● WORK INSTRUCTION: Wherever the word "numbered" appears in the entries, copy the whole line.

● EXTRACTED MATERIAL:
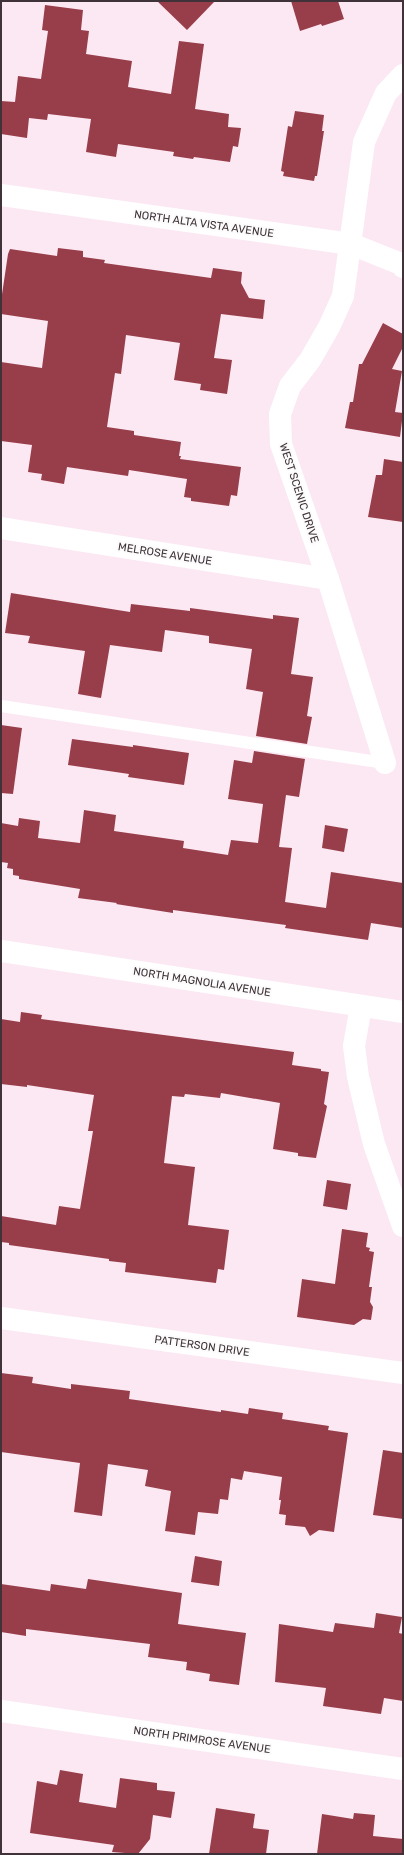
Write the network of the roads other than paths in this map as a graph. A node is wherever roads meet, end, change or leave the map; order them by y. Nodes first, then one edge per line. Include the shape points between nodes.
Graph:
1 (403, 75) edge
2 (1, 195) edge
3 (351, 244) junction
4 (403, 267) edge
5 (1, 528) edge
6 (328, 579) junction
7 (1, 706) edge
8 (385, 763) joint
9 (1, 951) edge
10 (361, 1006) junction
11 (403, 1012) edge
12 (403, 1226) edge
13 (1, 1318) edge
14 (403, 1373) edge
15 (1, 1711) edge
16 (403, 1769) edge

1 - 3 street, WEST SCENIC DRIVE via 386,93 364,142
2 - 3 street, NORTH ALTA VISTA AVENUE
3 - 4 street, NORTH ALTA VISTA AVENUE
3 - 6 street, WEST SCENIC DRIVE via 343,296 310,360 290,386 280,414 281,444
5 - 6 street, MELROSE AVENUE
6 - 8 street, WEST SCENIC DRIVE
7 - 8 lane
9 - 10 street, NORTH MAGNOLIA AVENUE
10 - 11 street, NORTH MAGNOLIA AVENUE
10 - 12 street via 354,1046 358,1077 374,1144
13 - 14 street, PATTERSON DRIVE
15 - 16 street, NORTH PRIMROSE AVENUE

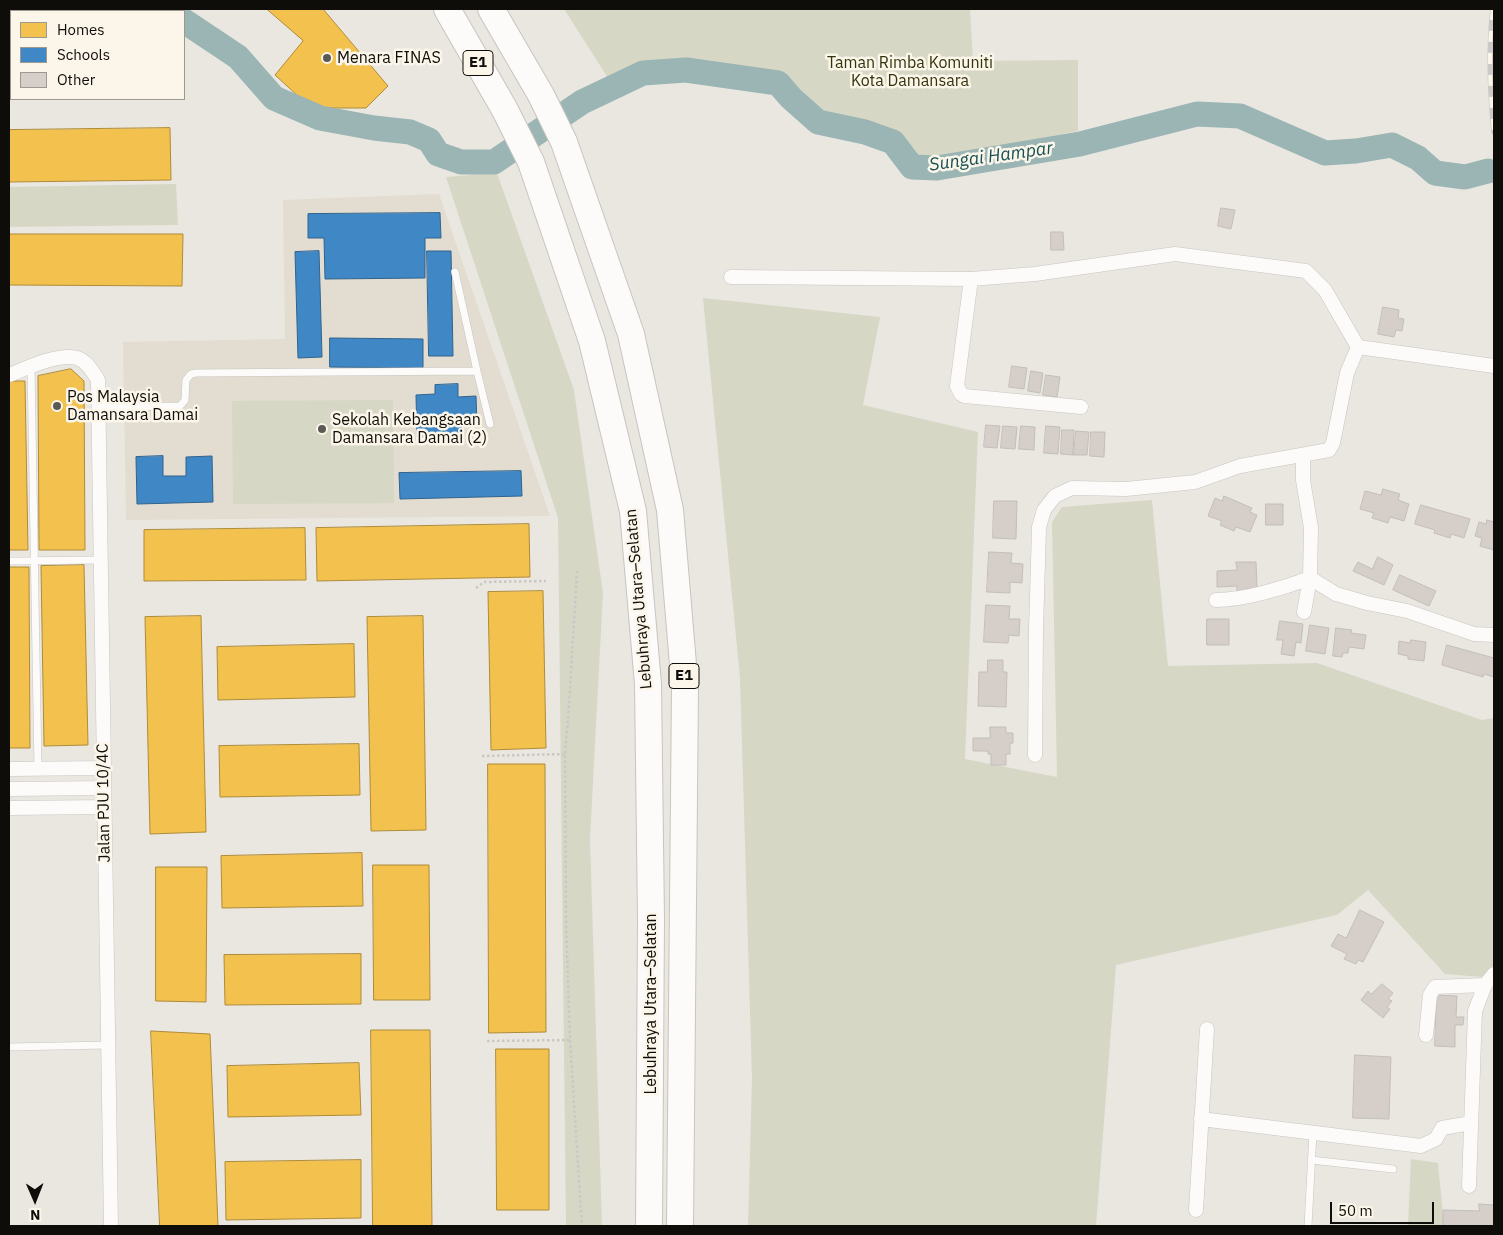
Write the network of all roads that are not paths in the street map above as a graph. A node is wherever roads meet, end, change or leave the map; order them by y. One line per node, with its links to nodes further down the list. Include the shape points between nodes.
1 (447, 9): 43 (highway, Lebuhraya Utara–Selatan / E1, via 531,162 592,341 633,511 648,684 651,920)
2 (491, 9): 44 (highway, Lebuhraya Utara–Selatan / E1, via 541,94 564,142 631,334 670,510 685,688)
3 (455, 272): 9 (lane)
4 (731, 277): 5 (street)
5 (971, 279): 6 (street, via 1035,274 1175,254 1306,271 1325,290); 12 (street, via 957,386 960,394)
6 (1358, 347): 8 (street); 14 (street, via 1347,373 1332,447)
7 (31, 366): 10 (street); 11 (street, Jalan PJU 10/4C, via 60,357 78,358 98,380); 17 (lane)
8 (1494, 366)
9 (477, 371): 11 (lane, via 196,373 186,380 185,400 180,406); 13 (lane)
10 (9, 375)
11 (98, 407): 15 (street, Jalan PJU 10/4C)
12 (1081, 407)
13 (490, 424)
14 (1303, 456): 18 (street, via 1303,480 1311,528); 22 (street, via 1240,466 1195,482 1126,489 1072,488 1055,496 1044,510 1040,526)
15 (101, 560): 17 (lane); 23 (street, Jalan PJU 10/4C)
16 (9, 561): 17 (lane)
17 (35, 561): 25 (lane)
18 (1310, 578): 19 (street, via 1286,587); 20 (street); 21 (street, via 1336,594 1406,611 1474,634)
19 (1216, 600)
20 (1304, 612)
21 (1494, 635)
22 (1035, 755)
23 (104, 768): 25 (street); 26 (street, Jalan PJU 10/4C)
24 (9, 769): 25 (street)
25 (38, 769)
26 (104, 788): 27 (street); 28 (street, Jalan PJU 10/4C)
27 (9, 789)
28 (104, 807): 29 (street); 33 (street, Jalan PJU 10/4C)
29 (9, 808)
30 (1490, 979): 32 (street, via 1435,987 1430,995); 36 (street, via 1475,1011)
31 (1207, 1030): 35 (street)
32 (1426, 1036)
33 (108, 1045): 34 (lane); 42 (street, Jalan PJU 10/4C)
34 (9, 1047)
35 (1202, 1119): 37 (street); 41 (street)
36 (1471, 1123): 37 (street, via 1442,1128 1436,1139 1421,1146); 40 (street)
37 (1313, 1132): 38 (lane)
38 (1312, 1160): 39 (lane); 45 (lane)
39 (1393, 1169)
40 (1469, 1186)
41 (1196, 1210)
42 (111, 1226)
43 (649, 1226)
44 (680, 1226)
45 (1308, 1226)

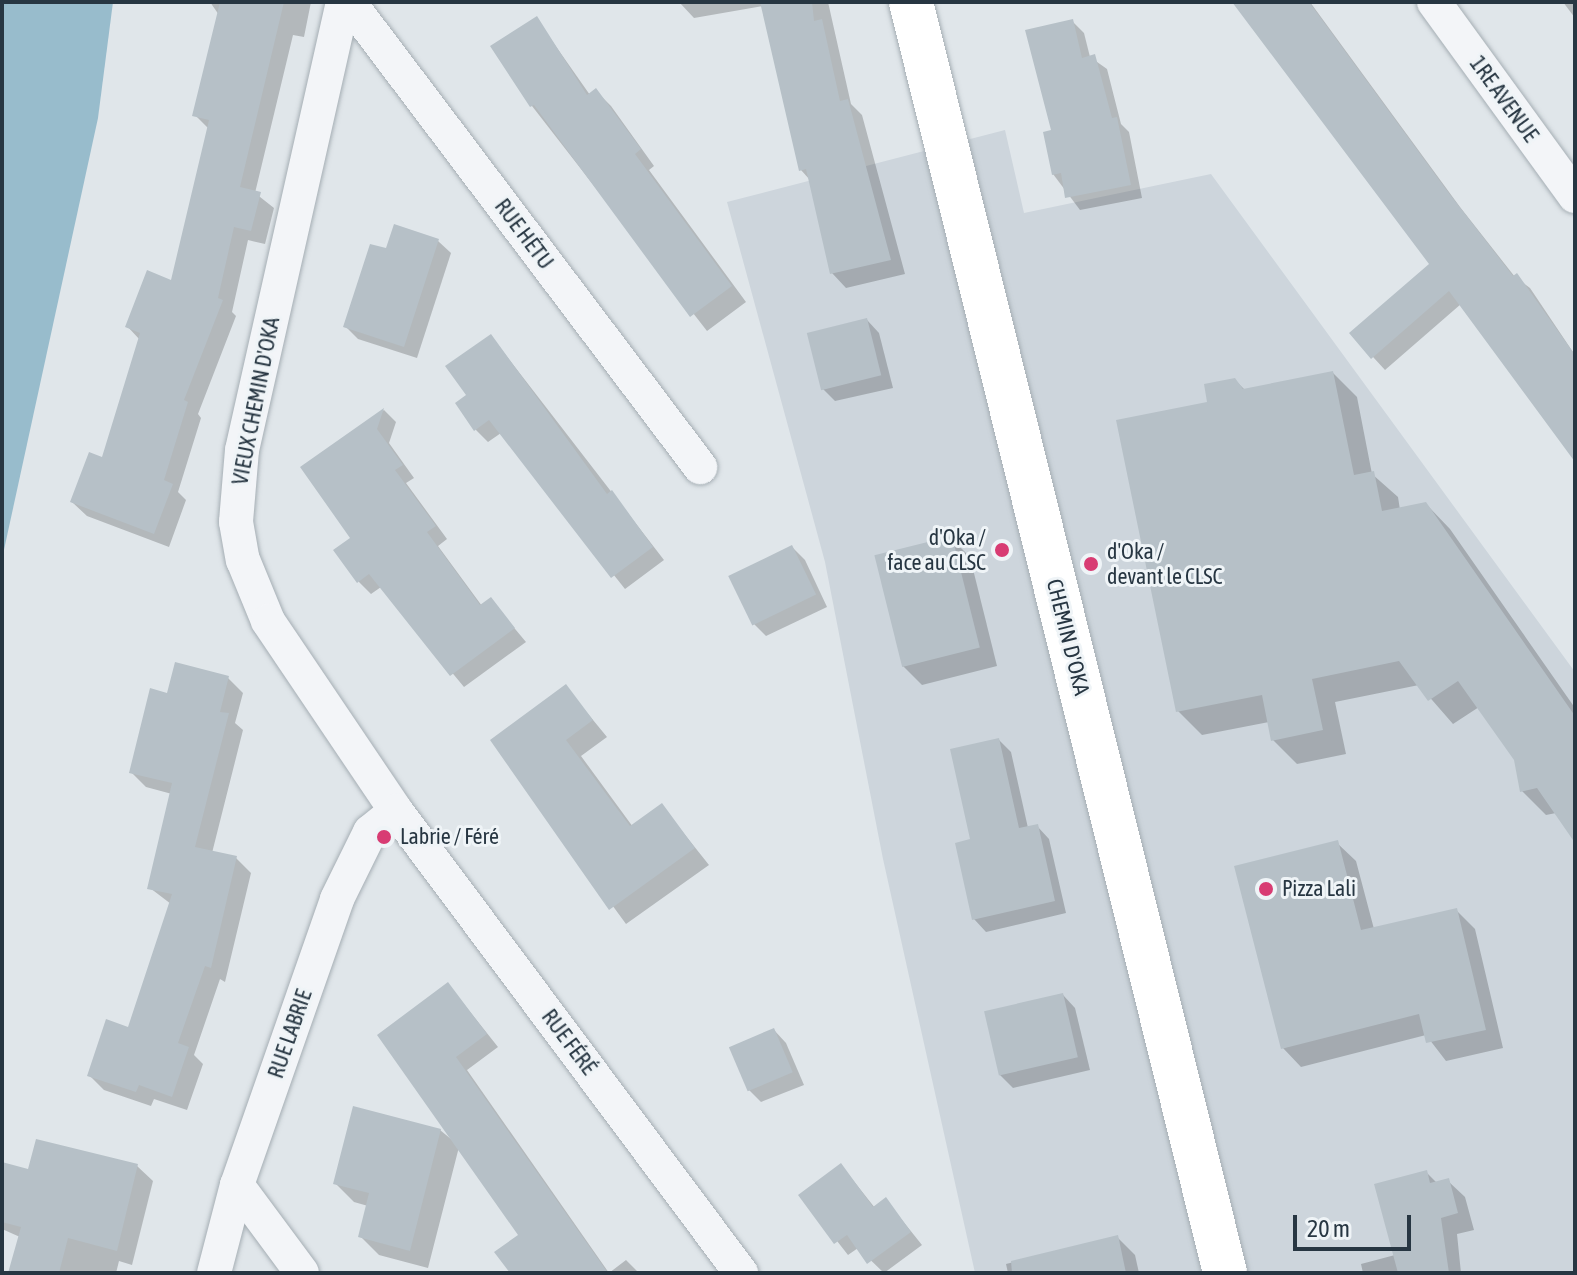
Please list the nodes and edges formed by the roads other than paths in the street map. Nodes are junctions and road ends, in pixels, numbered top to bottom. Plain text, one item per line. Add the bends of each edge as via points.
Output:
1 (346, 2) edge
2 (911, 2) edge
3 (1434, 2) edge
4 (1575, 196) edge
5 (700, 467) dead end
6 (396, 811) junction
7 (237, 1185) junction
8 (214, 1273) edge
9 (302, 1273) edge
10 (741, 1273) edge
11 (1225, 1273) edge

1 - 5 street, RUE HÉTU
1 - 6 street, VIEUX CHEMIN D'OKA via 242,450 236,522 243,560 268,621
2 - 11 main road, CHEMIN D'OKA
3 - 4 street, 1RE AVENUE
6 - 7 street, RUE LABRIE via 370,832 337,899
6 - 10 street, RUE FÉRÉ
7 - 8 street, RUE LABRIE
7 - 9 street

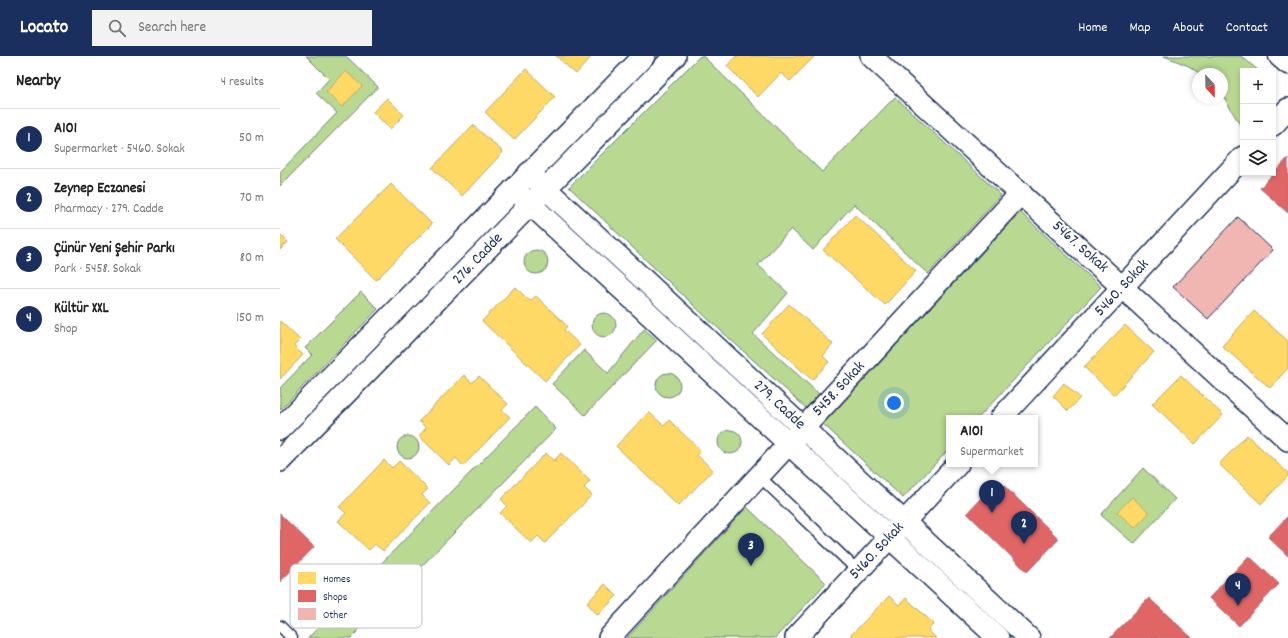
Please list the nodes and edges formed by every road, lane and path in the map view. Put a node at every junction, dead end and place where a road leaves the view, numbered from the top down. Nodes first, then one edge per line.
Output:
1 (644, 56) edge
2 (675, 56) edge
3 (871, 56) edge
4 (1280, 56) edge
5 (1288, 63) edge
6 (1288, 109) edge
7 (1276, 122) edge
8 (1240, 160) edge
9 (529, 173) junction
10 (514, 189) junction
11 (546, 189) junction
12 (1021, 193) junction
13 (531, 205) junction
14 (1123, 286) junction
15 (1004, 415) edge
16 (803, 428) junction
17 (280, 429) edge
18 (1288, 440) edge
19 (789, 444) junction
20 (280, 461) edge
21 (955, 467) edge
22 (759, 476) junction
23 (904, 522) junction
24 (889, 538) junction
25 (858, 571) junction
26 (280, 626) edge
27 (292, 638) edge
28 (609, 638) edge
29 (796, 638) edge
30 (998, 638) edge
31 (1029, 638) edge

1 - 9 street, 276. Cadde
2 - 11 street, 276. Cadde
3 - 12 street, 5467. Sokak
4 - 5 street
6 - 7 street
8 - 14 street, 5460. Sokak
9 - 10 street, 276. Cadde
9 - 11 street, 279. Cadde
10 - 13 street, 279. Cadde
10 - 17 street, 276. Cadde
11 - 13 street, 276. Cadde
11 - 16 street, 279. Cadde
12 - 14 street, 5467. Sokak
12 - 16 street, 5458. Sokak
13 - 19 street, 279. Cadde
13 - 20 street, 276. Cadde
14 - 15 street, 5460. Sokak
14 - 18 street, 5467. Sokak
16 - 19 street, 5458. Sokak
16 - 23 street, 279. Cadde
19 - 22 street, 5458. Sokak
19 - 24 street, 279. Cadde
21 - 23 street, 5460. Sokak
22 - 25 lane
22 - 28 street, 5458. Sokak
23 - 24 street, 5460. Sokak
23 - 31 street, 279. Cadde
24 - 25 street, 5460. Sokak
24 - 30 street, 279. Cadde
25 - 29 street, 5460. Sokak
26 - 27 lane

● SOLUTION BELOW:
Please list the nodes and edges formed by the roads other than paths in the street map. Nodes are junctions and road ends, in pixels, numbered top to bottom. Plain text, one item per line. Add the bends of each edge as via points.
Please list the nodes and edges formed by every road, lane and path in the map view. Put a node at every junction, dead end and place where a road leaves the view, numbered from the top down. Nodes first, then one edge per line.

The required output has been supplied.